I am not sure what could be the issue here, but these VMs are essentially on the same 25Gbps backbone, so the performances I would expect should be much higher the 200Mbps from site to site.

I'm using netbird 0.28.9 on all routers, spun up in docker containers like so

root@netbird-routers-dc3-a-2:~# cat /etc/systemd/system/netbird-router.service
[Unit]
After=docker.service
PartOf=docker.service
Requires=docker.service

[Service]
EnvironmentFile=/etc/default/netbird-router
ExecStartPre=-/usr/bin/docker rm -f %N
ExecStartPre=/usr/sbin/iptables -t nat -A POSTROUTING -o wt0 -j MASQUERADE

ExecStartPre=/usr/sbin/iptables -A FORWARD -d 127.0.0.0/8 -j ACCEPT
ExecStartPre=/usr/sbin/iptables -A FORWARD -s 127.0.0.0/8 -j ACCEPT
ExecStartPre=/usr/sbin/iptables -A FORWARD -d 10.0.0.0/8 -j ACCEPT
ExecStartPre=/usr/sbin/iptables -A FORWARD -s 10.0.0.0/8 -j ACCEPT
ExecStartPre=/usr/sbin/iptables -A FORWARD -d 172.16.0.0/12 -j ACCEPT
ExecStartPre=/usr/sbin/iptables -A FORWARD -s 172.16.0.0/12 -j ACCEPT
ExecStartPre=/usr/sbin/iptables -A FORWARD -d 192.168.0.0/16 -j ACCEPT
ExecStartPre=/usr/sbin/iptables -A FORWARD -s 192.168.0.0/16 -j ACCEPT
ExecStart=/usr/bin/docker run   --name %N   --rm   --network host   --health-cmd '/bin/sh -c \"if ip link show wt0 > /dev/null 2>&1 && ip addr show wt0 | grep -q ''inet ''; then exit 0; else exit 1; fi\"'   --health-interval "5s"   --health-start-interval "10s"   --env-file /etc/default/netbird-router   --volume netbird:/etc/netbird   --cap-add NET_ADMIN   --cap-add SYS_ADMIN   --cap-add SYS_RESOURCE   --cap-add NET_RAW   netbirdio/netbird:latest

ExecStop=/usr/bin/docker stop %N
ExecStopPost=/usr/sbin/iptables -t nat -D POSTROUTING -o wt0 -j MASQUERADE

ExecStopPost=/usr/sbin/iptables -D FORWARD -d 127.0.0.0/8 -j ACCEPT
ExecStopPost=/usr/sbin/iptables -D FORWARD -s 127.0.0.0/8 -j ACCEPT
ExecStopPost=/usr/sbin/iptables -D FORWARD -d 10.0.0.0/8 -j ACCEPT
ExecStopPost=/usr/sbin/iptables -D FORWARD -s 10.0.0.0/8 -j ACCEPT
ExecStopPost=/usr/sbin/iptables -D FORWARD -d 172.16.0.0/12 -j ACCEPT
ExecStopPost=/usr/sbin/iptables -D FORWARD -s 172.16.0.0/12 -j ACCEPT
ExecStopPost=/usr/sbin/iptables -D FORWARD -d 192.168.0.0/16 -j ACCEPT
ExecStopPost=/usr/sbin/iptables -D FORWARD -s 192.168.0.0/16 -j ACCEPT
SyslogIdentifier=%n
Restart=always
RestartSec=10s

[Install]
WantedBy=multi-user.target

I do not use self-hosted controller, just the SaaS platform.
Just wondering if you had any guesses on the issue.
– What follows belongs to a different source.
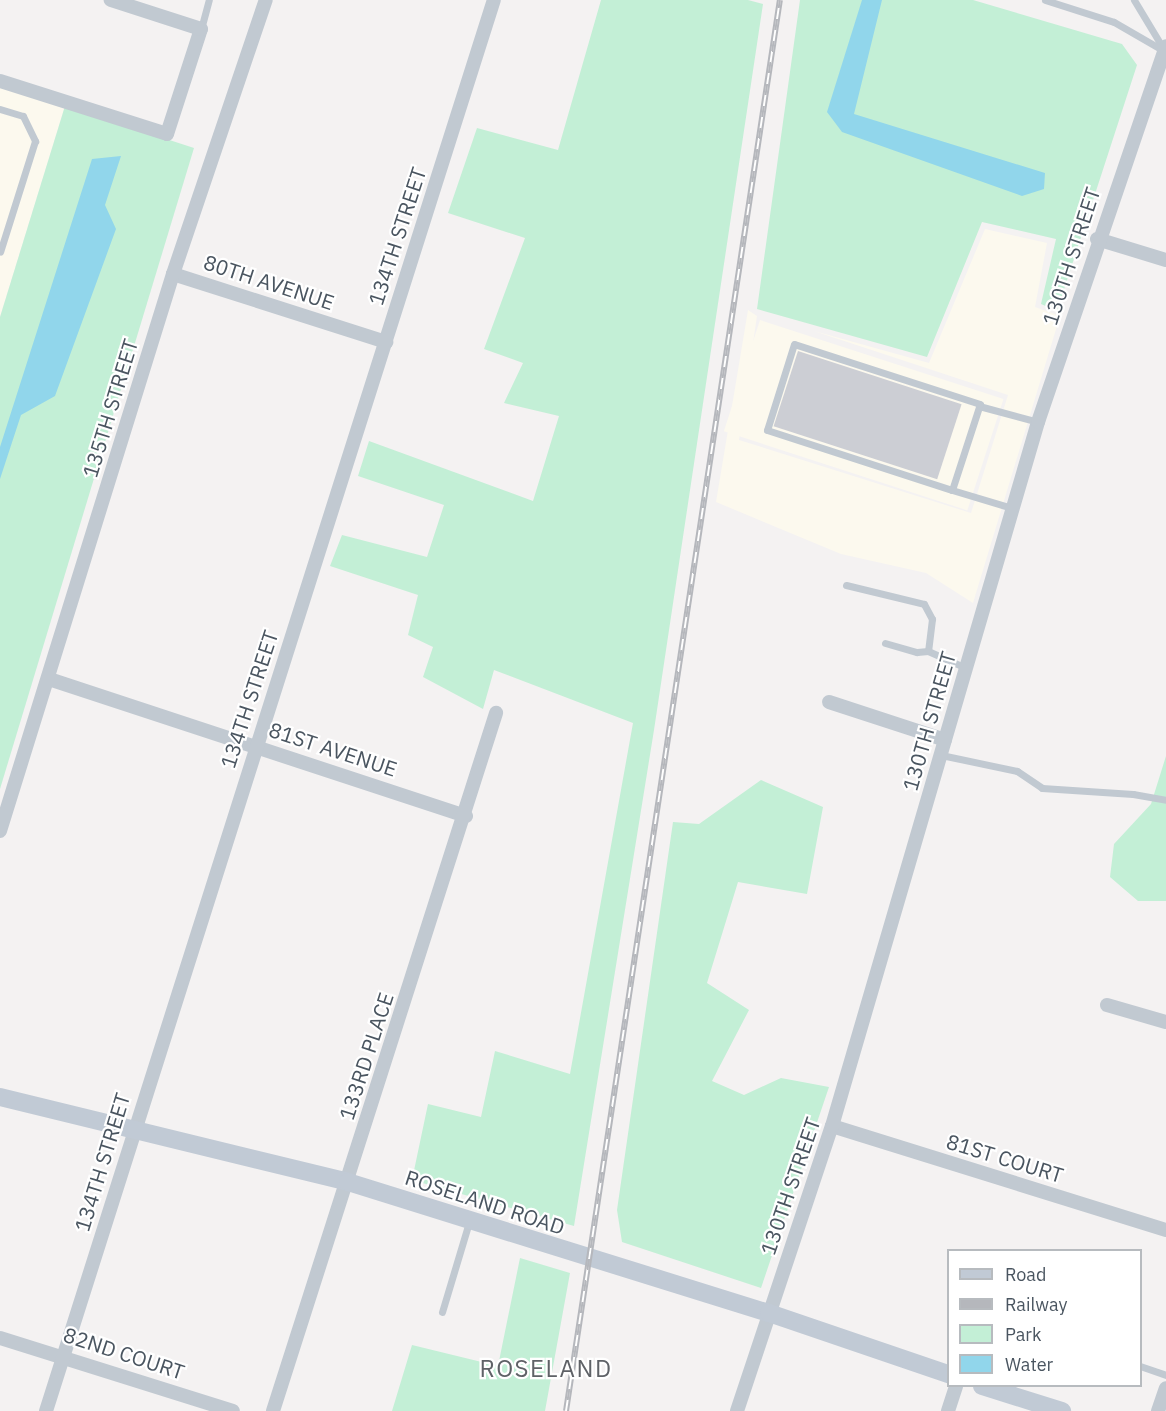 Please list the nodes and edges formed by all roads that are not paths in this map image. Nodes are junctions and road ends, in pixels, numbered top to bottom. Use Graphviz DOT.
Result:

We really like the product overall, and would want to advertise it to our customers for multi-region connectivity, but we cannot do it with these performances (consistent 500+Mbps would be a minimum requirement)

UPDATE: Tried recreating the infra from scratch, performance are "random", as in sometimes I'll get 200Mbps, sometimes 10Mbps, sometimes 600. Its all over the place for what is essentially a consistent setup.

Test repo: https://gitlab.com/cloud-infra-templates/multi-region-connectivity

Thanks !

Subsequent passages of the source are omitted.